What lines below hold the string "Çamlık"? Copy them all.

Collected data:
****************************************

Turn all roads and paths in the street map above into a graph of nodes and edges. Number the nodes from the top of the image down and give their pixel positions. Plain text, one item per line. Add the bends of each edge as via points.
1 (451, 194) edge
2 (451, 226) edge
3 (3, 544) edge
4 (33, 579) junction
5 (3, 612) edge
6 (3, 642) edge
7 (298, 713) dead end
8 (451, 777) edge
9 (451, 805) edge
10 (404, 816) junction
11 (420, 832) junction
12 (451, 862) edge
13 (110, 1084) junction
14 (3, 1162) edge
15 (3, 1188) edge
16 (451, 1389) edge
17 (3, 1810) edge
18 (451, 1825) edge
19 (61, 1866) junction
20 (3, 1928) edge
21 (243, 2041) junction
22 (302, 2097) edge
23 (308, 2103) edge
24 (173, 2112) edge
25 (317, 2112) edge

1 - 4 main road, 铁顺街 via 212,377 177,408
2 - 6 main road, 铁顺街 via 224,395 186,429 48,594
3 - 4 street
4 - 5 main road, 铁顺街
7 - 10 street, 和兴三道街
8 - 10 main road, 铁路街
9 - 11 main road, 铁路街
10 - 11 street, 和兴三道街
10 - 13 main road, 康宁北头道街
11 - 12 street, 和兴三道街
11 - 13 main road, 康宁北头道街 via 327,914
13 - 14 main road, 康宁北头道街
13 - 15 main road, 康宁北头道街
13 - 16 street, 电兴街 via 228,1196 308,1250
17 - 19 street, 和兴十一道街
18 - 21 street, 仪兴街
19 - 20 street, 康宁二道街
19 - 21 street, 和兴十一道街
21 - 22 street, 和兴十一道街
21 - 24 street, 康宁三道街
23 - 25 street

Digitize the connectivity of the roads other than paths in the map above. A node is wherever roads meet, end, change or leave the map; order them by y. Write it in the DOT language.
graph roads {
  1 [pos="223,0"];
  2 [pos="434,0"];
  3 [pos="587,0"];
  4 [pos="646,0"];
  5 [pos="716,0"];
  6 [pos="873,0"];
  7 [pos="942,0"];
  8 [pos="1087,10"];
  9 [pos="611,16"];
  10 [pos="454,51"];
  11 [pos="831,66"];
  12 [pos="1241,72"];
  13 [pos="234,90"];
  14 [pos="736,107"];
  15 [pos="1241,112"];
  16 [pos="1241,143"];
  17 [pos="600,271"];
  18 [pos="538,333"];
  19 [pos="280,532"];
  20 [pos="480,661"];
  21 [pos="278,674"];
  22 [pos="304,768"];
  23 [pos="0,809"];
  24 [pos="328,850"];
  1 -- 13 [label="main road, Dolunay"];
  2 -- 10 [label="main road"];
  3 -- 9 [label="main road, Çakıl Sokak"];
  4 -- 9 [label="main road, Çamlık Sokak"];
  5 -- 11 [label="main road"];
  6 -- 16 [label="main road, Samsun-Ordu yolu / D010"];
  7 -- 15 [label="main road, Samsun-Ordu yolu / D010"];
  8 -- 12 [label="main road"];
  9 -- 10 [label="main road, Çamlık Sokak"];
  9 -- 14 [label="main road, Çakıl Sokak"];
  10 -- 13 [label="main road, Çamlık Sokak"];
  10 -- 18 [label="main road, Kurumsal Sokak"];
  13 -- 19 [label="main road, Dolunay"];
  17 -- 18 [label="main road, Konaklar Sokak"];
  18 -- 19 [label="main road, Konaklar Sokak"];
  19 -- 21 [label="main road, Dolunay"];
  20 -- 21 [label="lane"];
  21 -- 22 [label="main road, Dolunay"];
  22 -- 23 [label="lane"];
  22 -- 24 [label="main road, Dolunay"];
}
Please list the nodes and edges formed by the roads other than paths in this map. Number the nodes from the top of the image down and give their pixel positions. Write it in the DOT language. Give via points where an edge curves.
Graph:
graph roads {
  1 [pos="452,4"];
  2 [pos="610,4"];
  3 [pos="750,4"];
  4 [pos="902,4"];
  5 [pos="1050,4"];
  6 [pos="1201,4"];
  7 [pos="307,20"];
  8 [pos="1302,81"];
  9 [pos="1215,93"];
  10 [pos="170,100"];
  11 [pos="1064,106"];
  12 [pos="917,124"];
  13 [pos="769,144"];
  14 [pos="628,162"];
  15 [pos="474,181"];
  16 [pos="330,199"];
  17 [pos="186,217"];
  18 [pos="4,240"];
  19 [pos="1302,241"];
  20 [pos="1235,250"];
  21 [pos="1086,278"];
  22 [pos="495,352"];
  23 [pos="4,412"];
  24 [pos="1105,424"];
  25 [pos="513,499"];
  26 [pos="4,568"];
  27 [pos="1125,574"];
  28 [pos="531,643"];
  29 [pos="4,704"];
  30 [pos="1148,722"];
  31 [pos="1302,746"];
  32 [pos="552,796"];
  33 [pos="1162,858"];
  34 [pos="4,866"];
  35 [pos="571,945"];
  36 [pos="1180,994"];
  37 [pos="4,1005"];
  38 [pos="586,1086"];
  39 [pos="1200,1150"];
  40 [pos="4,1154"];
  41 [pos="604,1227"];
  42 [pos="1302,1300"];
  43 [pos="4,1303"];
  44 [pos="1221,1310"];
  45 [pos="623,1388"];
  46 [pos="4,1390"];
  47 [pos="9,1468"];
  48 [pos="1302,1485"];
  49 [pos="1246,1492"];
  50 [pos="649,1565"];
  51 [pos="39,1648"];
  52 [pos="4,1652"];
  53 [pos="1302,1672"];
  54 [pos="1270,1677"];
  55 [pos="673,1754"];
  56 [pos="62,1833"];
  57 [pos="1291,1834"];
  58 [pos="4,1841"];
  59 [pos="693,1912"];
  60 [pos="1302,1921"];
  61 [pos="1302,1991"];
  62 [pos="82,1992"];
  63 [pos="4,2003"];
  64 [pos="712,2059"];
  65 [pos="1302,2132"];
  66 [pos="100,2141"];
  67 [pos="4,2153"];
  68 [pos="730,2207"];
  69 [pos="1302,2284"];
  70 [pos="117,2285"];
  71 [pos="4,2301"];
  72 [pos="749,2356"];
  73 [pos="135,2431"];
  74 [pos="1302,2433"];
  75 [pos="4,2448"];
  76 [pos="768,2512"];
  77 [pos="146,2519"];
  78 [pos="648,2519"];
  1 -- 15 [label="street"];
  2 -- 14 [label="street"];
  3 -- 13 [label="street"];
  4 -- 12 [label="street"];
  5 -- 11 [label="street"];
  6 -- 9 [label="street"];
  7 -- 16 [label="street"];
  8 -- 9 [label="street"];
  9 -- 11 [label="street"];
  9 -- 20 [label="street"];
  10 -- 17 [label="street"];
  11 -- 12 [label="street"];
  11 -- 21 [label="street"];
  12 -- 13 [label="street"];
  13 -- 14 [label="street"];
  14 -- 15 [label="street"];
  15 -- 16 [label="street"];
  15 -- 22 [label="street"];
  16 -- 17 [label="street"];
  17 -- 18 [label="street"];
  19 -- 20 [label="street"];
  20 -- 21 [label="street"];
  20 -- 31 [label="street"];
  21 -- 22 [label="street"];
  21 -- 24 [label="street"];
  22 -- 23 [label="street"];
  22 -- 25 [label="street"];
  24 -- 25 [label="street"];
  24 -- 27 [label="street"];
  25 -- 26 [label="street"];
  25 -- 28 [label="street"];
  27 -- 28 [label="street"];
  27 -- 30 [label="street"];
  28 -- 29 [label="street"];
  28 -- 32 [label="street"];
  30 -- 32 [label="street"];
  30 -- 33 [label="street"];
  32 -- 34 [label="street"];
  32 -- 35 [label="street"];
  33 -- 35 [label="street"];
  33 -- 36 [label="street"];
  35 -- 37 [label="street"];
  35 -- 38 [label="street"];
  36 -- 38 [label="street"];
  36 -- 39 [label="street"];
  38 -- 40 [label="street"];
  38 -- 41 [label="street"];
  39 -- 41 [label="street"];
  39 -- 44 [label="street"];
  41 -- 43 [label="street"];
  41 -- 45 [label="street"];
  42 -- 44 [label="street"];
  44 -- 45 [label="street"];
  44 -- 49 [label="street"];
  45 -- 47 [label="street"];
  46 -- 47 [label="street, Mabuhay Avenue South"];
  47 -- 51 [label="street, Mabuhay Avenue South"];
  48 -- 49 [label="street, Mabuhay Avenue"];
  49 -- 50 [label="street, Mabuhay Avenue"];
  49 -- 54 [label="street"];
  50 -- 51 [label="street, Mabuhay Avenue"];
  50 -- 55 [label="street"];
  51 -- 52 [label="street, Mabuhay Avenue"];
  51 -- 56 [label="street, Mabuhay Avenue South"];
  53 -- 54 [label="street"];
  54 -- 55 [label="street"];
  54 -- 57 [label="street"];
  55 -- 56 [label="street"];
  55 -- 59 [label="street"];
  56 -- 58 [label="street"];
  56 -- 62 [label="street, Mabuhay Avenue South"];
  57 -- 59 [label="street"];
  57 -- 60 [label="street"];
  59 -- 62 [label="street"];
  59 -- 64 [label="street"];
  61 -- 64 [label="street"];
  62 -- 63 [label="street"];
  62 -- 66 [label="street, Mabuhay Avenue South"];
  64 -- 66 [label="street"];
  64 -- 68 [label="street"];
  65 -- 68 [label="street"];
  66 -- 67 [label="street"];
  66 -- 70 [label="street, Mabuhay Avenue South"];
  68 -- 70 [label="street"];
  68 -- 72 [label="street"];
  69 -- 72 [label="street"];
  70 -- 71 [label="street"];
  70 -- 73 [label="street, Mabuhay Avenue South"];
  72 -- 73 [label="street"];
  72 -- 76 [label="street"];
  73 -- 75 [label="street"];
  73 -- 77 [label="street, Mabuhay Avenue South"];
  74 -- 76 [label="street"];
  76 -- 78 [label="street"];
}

****************************************

§ Result of this exercise
  4 -- 9 [label="main road, Çamlık Sokak"];
  9 -- 10 [label="main road, Çamlık Sokak"];
  10 -- 13 [label="main road, Çamlık Sokak"];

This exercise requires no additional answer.